PROBLEM REQUIREMENTS: For every entry, reproduce the wording exactly and omit any image it holds.
----- EXTRACTED MATERIAL -----
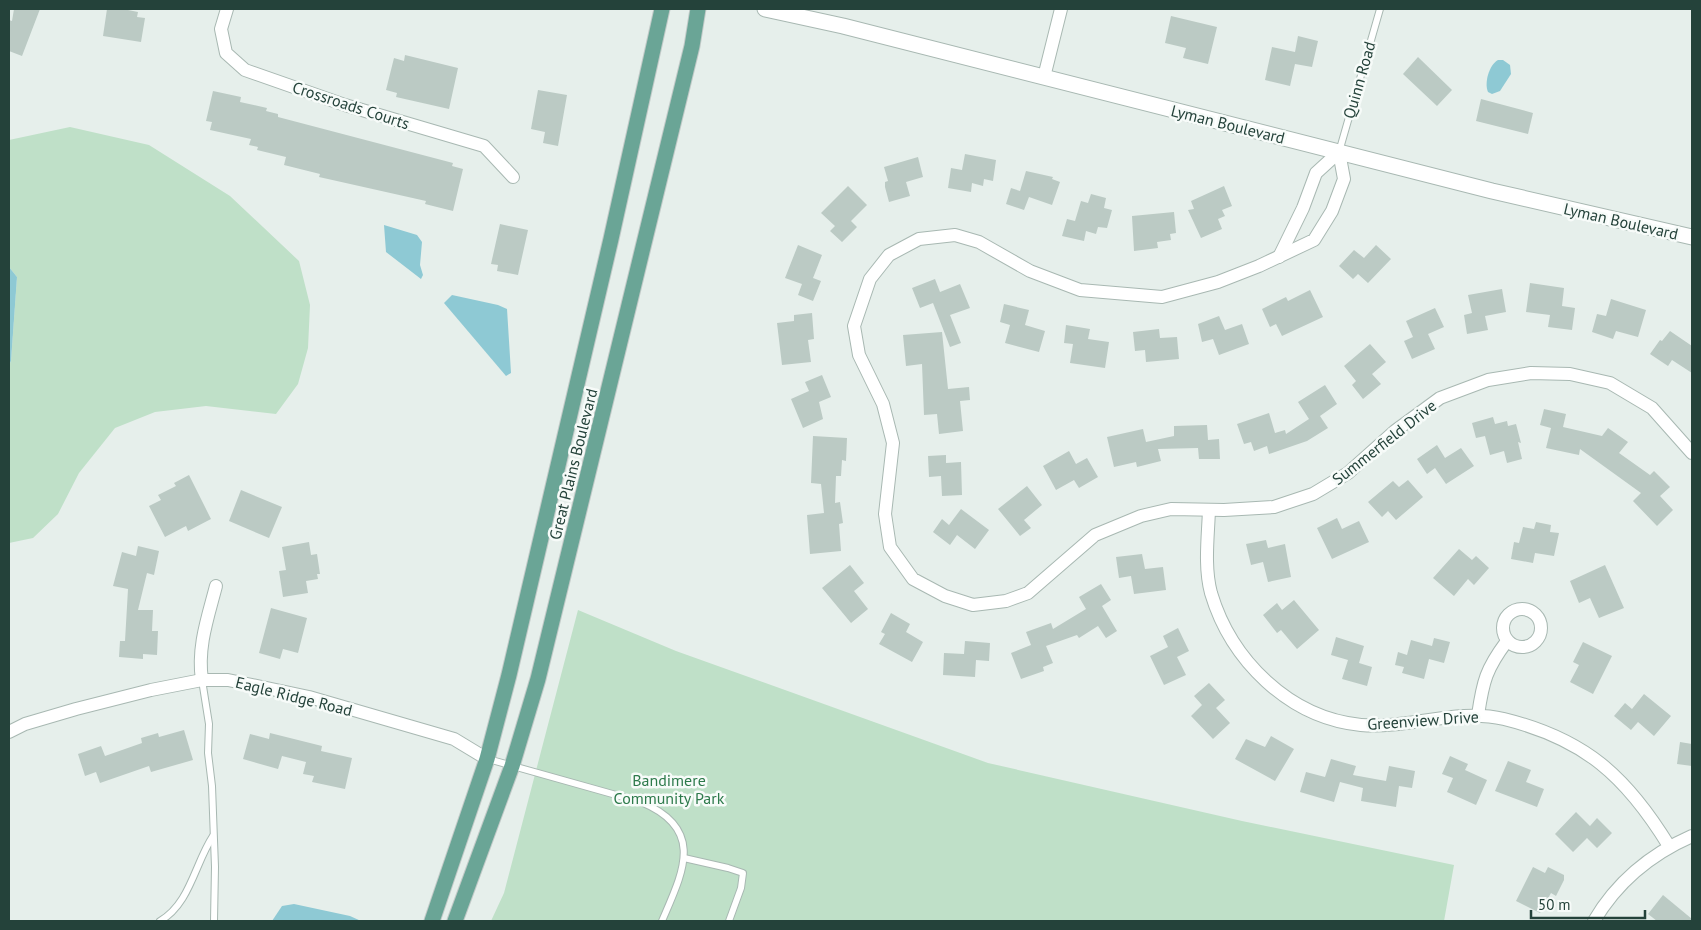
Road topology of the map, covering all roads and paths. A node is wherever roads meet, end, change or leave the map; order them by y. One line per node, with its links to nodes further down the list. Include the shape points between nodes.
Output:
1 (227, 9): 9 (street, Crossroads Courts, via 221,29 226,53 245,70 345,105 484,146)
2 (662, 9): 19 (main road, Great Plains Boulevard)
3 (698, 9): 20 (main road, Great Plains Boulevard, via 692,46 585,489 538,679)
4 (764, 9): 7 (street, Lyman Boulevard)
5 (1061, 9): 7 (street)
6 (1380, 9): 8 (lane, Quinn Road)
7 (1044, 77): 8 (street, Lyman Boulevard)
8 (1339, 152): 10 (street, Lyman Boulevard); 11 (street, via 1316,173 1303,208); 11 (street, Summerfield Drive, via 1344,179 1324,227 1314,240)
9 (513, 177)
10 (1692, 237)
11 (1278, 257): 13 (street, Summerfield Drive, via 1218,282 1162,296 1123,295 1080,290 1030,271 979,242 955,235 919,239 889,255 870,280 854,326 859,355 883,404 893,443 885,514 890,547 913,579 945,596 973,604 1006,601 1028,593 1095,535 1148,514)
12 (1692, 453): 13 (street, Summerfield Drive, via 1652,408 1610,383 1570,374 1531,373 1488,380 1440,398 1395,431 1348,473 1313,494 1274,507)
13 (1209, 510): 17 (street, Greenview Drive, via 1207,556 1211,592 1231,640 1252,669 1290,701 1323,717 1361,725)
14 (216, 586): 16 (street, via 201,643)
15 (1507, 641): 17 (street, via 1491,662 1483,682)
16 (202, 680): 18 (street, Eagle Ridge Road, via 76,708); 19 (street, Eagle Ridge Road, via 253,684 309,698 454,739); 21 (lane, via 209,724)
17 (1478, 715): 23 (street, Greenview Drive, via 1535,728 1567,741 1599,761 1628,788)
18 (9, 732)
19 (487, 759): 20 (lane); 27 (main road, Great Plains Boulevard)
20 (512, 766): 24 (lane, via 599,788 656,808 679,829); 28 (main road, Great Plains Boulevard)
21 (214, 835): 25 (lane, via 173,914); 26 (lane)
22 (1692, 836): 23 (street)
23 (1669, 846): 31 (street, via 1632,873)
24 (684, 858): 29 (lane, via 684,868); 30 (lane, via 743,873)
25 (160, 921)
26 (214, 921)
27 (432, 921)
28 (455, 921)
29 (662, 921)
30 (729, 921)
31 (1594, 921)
-----
ANSWER TO THIS TASK:
Road topology of the map, covering all roads and paths. A node is wherever roads meet, end, change or leave the map; order them by y. One line per node, with its links to nodes further down the list. Include the shape points between nodes.
Output:
1 (227, 9): 9 (street, Crossroads Courts, via 221,29 226,53 245,70 345,105 484,146)
2 (662, 9): 19 (main road, Great Plains Boulevard)
3 (698, 9): 20 (main road, Great Plains Boulevard, via 692,46 585,489 538,679)
4 (764, 9): 7 (street, Lyman Boulevard)
5 (1061, 9): 7 (street)
6 (1380, 9): 8 (lane, Quinn Road)
7 (1044, 77): 8 (street, Lyman Boulevard)
8 (1339, 152): 10 (street, Lyman Boulevard); 11 (street, via 1316,173 1303,208); 11 (street, Summerfield Drive, via 1344,179 1324,227 1314,240)
9 (513, 177)
10 (1692, 237)
11 (1278, 257): 13 (street, Summerfield Drive, via 1218,282 1162,296 1123,295 1080,290 1030,271 979,242 955,235 919,239 889,255 870,280 854,326 859,355 883,404 893,443 885,514 890,547 913,579 945,596 973,604 1006,601 1028,593 1095,535 1148,514)
12 (1692, 453): 13 (street, Summerfield Drive, via 1652,408 1610,383 1570,374 1531,373 1488,380 1440,398 1395,431 1348,473 1313,494 1274,507)
13 (1209, 510): 17 (street, Greenview Drive, via 1207,556 1211,592 1231,640 1252,669 1290,701 1323,717 1361,725)
14 (216, 586): 16 (street, via 201,643)
15 (1507, 641): 17 (street, via 1491,662 1483,682)
16 (202, 680): 18 (street, Eagle Ridge Road, via 76,708); 19 (street, Eagle Ridge Road, via 253,684 309,698 454,739); 21 (lane, via 209,724)
17 (1478, 715): 23 (street, Greenview Drive, via 1535,728 1567,741 1599,761 1628,788)
18 (9, 732)
19 (487, 759): 20 (lane); 27 (main road, Great Plains Boulevard)
20 (512, 766): 24 (lane, via 599,788 656,808 679,829); 28 (main road, Great Plains Boulevard)
21 (214, 835): 25 (lane, via 173,914); 26 (lane)
22 (1692, 836): 23 (street)
23 (1669, 846): 31 (street, via 1632,873)
24 (684, 858): 29 (lane, via 684,868); 30 (lane, via 743,873)
25 (160, 921)
26 (214, 921)
27 (432, 921)
28 (455, 921)
29 (662, 921)
30 (729, 921)
31 (1594, 921)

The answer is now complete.